# Prompt
I'd like the entries reproduced exactly, with the images omitted.

◆ ◆ ◆

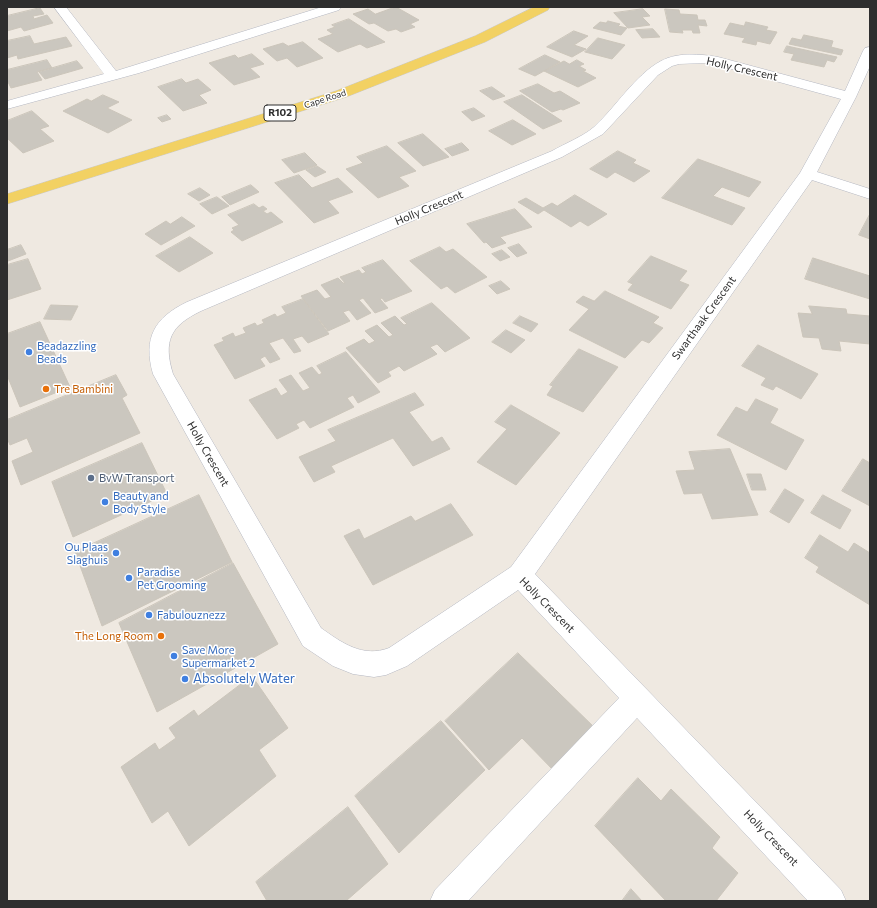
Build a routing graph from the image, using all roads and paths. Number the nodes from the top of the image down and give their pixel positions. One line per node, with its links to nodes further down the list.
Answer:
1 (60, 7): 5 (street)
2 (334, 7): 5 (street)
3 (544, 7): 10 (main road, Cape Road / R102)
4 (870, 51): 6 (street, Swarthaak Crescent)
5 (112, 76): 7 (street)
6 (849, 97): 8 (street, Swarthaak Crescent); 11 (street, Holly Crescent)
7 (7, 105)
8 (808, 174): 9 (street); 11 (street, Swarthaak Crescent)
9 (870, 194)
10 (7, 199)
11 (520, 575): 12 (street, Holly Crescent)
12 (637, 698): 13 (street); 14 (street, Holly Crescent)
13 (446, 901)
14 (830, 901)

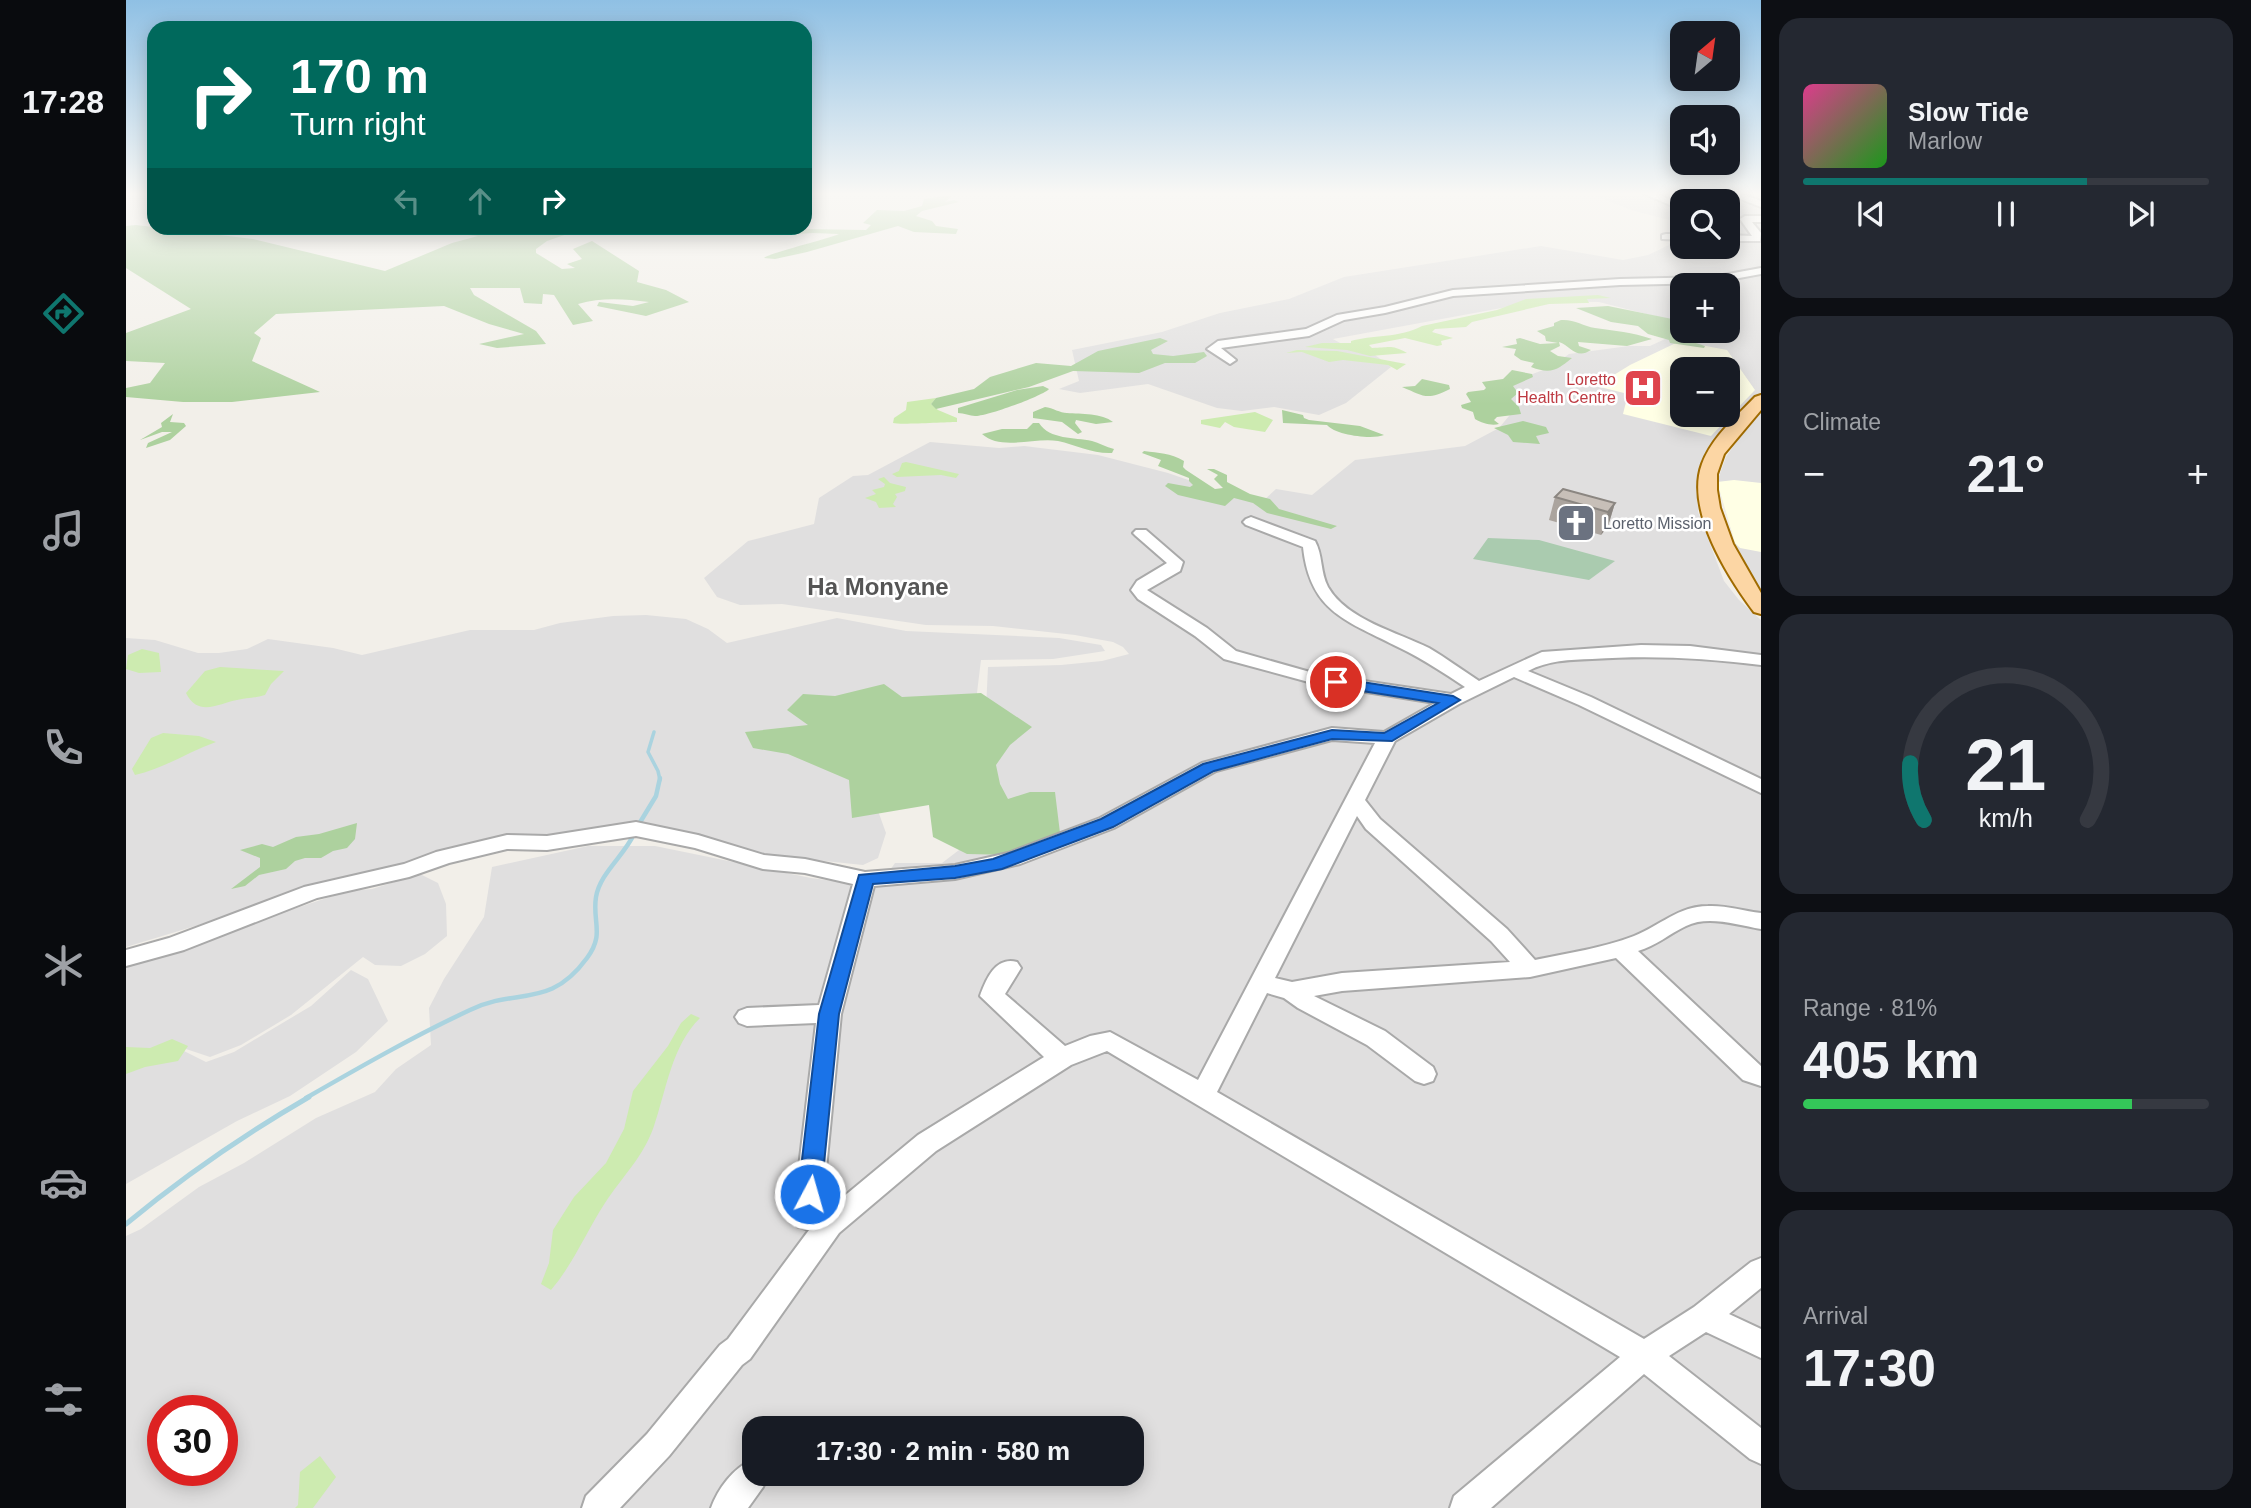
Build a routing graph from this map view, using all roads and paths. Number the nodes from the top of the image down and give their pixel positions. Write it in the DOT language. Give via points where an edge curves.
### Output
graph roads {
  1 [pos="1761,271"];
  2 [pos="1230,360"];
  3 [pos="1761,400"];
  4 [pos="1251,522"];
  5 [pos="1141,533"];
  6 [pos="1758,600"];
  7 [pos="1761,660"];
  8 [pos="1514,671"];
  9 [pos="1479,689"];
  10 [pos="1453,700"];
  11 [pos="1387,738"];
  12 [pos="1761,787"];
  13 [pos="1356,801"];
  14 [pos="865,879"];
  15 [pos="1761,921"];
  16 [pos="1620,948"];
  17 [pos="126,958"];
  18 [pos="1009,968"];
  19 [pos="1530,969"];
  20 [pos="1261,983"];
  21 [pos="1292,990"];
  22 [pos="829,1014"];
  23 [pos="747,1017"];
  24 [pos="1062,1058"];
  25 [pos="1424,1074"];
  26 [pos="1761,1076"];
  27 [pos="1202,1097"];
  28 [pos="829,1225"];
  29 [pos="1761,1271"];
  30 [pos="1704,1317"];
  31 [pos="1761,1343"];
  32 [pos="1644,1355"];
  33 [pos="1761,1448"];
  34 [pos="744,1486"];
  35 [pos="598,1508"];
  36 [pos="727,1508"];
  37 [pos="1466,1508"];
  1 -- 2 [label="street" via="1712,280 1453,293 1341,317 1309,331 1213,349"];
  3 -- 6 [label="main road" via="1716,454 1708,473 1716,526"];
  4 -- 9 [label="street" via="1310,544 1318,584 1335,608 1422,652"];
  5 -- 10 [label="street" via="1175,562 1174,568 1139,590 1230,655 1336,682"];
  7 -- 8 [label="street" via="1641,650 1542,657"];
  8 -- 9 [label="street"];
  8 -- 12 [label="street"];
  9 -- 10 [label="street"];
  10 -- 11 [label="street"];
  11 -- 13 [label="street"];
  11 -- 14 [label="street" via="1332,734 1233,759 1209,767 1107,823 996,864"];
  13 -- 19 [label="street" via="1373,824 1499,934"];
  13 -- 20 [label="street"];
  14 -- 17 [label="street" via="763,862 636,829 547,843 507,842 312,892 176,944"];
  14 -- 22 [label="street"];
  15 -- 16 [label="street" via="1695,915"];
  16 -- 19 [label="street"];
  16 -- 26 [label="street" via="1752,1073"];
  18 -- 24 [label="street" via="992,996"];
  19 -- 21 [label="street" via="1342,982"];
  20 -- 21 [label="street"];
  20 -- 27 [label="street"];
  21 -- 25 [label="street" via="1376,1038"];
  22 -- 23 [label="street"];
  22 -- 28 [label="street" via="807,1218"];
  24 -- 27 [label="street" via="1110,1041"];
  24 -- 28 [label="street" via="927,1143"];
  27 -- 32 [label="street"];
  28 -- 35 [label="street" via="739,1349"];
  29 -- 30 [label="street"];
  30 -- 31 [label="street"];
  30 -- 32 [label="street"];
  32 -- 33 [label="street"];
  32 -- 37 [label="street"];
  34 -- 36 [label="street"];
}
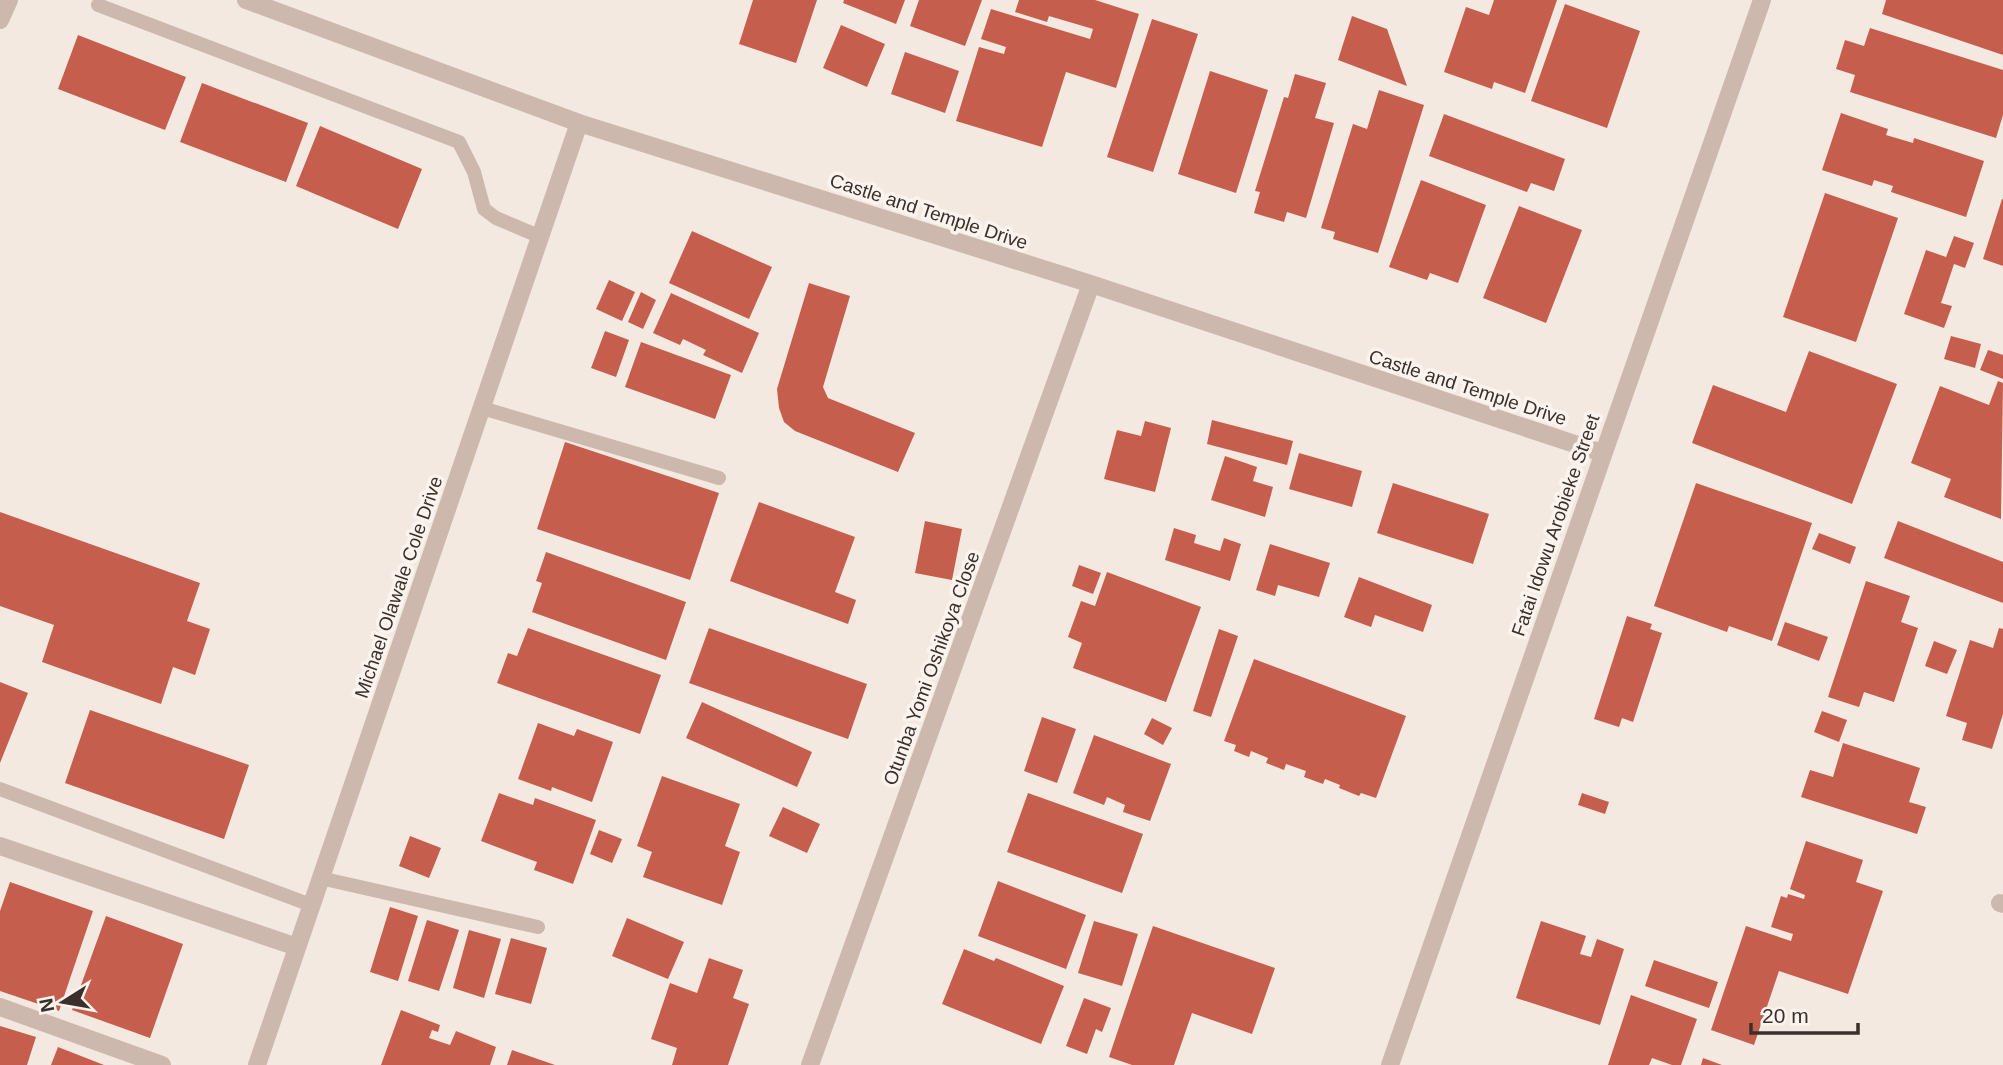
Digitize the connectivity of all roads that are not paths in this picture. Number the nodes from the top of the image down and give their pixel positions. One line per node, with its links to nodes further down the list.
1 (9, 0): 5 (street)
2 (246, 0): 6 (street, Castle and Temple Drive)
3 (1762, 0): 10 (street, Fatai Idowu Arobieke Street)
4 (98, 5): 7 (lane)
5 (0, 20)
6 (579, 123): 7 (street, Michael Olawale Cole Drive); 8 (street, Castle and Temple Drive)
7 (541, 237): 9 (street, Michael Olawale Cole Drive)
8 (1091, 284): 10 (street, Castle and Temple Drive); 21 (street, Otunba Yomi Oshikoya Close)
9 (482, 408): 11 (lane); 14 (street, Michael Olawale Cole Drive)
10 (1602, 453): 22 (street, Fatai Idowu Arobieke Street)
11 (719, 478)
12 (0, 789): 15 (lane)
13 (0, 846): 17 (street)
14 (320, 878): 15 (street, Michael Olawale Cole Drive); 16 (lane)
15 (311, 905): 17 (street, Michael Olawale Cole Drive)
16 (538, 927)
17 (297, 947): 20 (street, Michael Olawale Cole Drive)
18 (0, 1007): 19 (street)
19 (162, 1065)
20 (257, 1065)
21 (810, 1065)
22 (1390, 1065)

◆ ◆ ◆

# Task answer
Build a routing graph from the image, using all roads and paths. Number the nodes from the top of the image down and give their pixel positions. One line per node, with its links to nodes further down the list.
Answer:
1 (60, 7): 5 (street)
2 (334, 7): 5 (street)
3 (544, 7): 10 (main road, Cape Road / R102)
4 (870, 51): 6 (street, Swarthaak Crescent)
5 (112, 76): 7 (street)
6 (849, 97): 8 (street, Swarthaak Crescent); 11 (street, Holly Crescent)
7 (7, 105)
8 (808, 174): 9 (street); 11 (street, Swarthaak Crescent)
9 (870, 194)
10 (7, 199)
11 (520, 575): 12 (street, Holly Crescent)
12 (637, 698): 13 (street); 14 (street, Holly Crescent)
13 (446, 901)
14 (830, 901)

Build a routing graph from this map view, using all roads and paths. Number the nodes from the top of the image down and give their pixel positions. Write it in the DOT language. Give via points where an edge curves.
### Output
graph roads {
  1 [pos="1761,271"];
  2 [pos="1230,360"];
  3 [pos="1761,400"];
  4 [pos="1251,522"];
  5 [pos="1141,533"];
  6 [pos="1758,600"];
  7 [pos="1761,660"];
  8 [pos="1514,671"];
  9 [pos="1479,689"];
  10 [pos="1453,700"];
  11 [pos="1387,738"];
  12 [pos="1761,787"];
  13 [pos="1356,801"];
  14 [pos="865,879"];
  15 [pos="1761,921"];
  16 [pos="1620,948"];
  17 [pos="126,958"];
  18 [pos="1009,968"];
  19 [pos="1530,969"];
  20 [pos="1261,983"];
  21 [pos="1292,990"];
  22 [pos="829,1014"];
  23 [pos="747,1017"];
  24 [pos="1062,1058"];
  25 [pos="1424,1074"];
  26 [pos="1761,1076"];
  27 [pos="1202,1097"];
  28 [pos="829,1225"];
  29 [pos="1761,1271"];
  30 [pos="1704,1317"];
  31 [pos="1761,1343"];
  32 [pos="1644,1355"];
  33 [pos="1761,1448"];
  34 [pos="744,1486"];
  35 [pos="598,1508"];
  36 [pos="727,1508"];
  37 [pos="1466,1508"];
  1 -- 2 [label="street" via="1712,280 1453,293 1341,317 1309,331 1213,349"];
  3 -- 6 [label="main road" via="1716,454 1708,473 1716,526"];
  4 -- 9 [label="street" via="1310,544 1318,584 1335,608 1422,652"];
  5 -- 10 [label="street" via="1175,562 1174,568 1139,590 1230,655 1336,682"];
  7 -- 8 [label="street" via="1641,650 1542,657"];
  8 -- 9 [label="street"];
  8 -- 12 [label="street"];
  9 -- 10 [label="street"];
  10 -- 11 [label="street"];
  11 -- 13 [label="street"];
  11 -- 14 [label="street" via="1332,734 1233,759 1209,767 1107,823 996,864"];
  13 -- 19 [label="street" via="1373,824 1499,934"];
  13 -- 20 [label="street"];
  14 -- 17 [label="street" via="763,862 636,829 547,843 507,842 312,892 176,944"];
  14 -- 22 [label="street"];
  15 -- 16 [label="street" via="1695,915"];
  16 -- 19 [label="street"];
  16 -- 26 [label="street" via="1752,1073"];
  18 -- 24 [label="street" via="992,996"];
  19 -- 21 [label="street" via="1342,982"];
  20 -- 21 [label="street"];
  20 -- 27 [label="street"];
  21 -- 25 [label="street" via="1376,1038"];
  22 -- 23 [label="street"];
  22 -- 28 [label="street" via="807,1218"];
  24 -- 27 [label="street" via="1110,1041"];
  24 -- 28 [label="street" via="927,1143"];
  27 -- 32 [label="street"];
  28 -- 35 [label="street" via="739,1349"];
  29 -- 30 [label="street"];
  30 -- 31 [label="street"];
  30 -- 32 [label="street"];
  32 -- 33 [label="street"];
  32 -- 37 [label="street"];
  34 -- 36 [label="street"];
}
Digitize the connectivity of all roads that are not paths in this picture. Number the nodes from the top of the image down and give their pixel positions. One line per node, with its links to nodes further down the list.
1 (9, 0): 5 (street)
2 (246, 0): 6 (street, Castle and Temple Drive)
3 (1762, 0): 10 (street, Fatai Idowu Arobieke Street)
4 (98, 5): 7 (lane)
5 (0, 20)
6 (579, 123): 7 (street, Michael Olawale Cole Drive); 8 (street, Castle and Temple Drive)
7 (541, 237): 9 (street, Michael Olawale Cole Drive)
8 (1091, 284): 10 (street, Castle and Temple Drive); 21 (street, Otunba Yomi Oshikoya Close)
9 (482, 408): 11 (lane); 14 (street, Michael Olawale Cole Drive)
10 (1602, 453): 22 (street, Fatai Idowu Arobieke Street)
11 (719, 478)
12 (0, 789): 15 (lane)
13 (0, 846): 17 (street)
14 (320, 878): 15 (street, Michael Olawale Cole Drive); 16 (lane)
15 (311, 905): 17 (street, Michael Olawale Cole Drive)
16 (538, 927)
17 (297, 947): 20 (street, Michael Olawale Cole Drive)
18 (0, 1007): 19 (street)
19 (162, 1065)
20 (257, 1065)
21 (810, 1065)
22 (1390, 1065)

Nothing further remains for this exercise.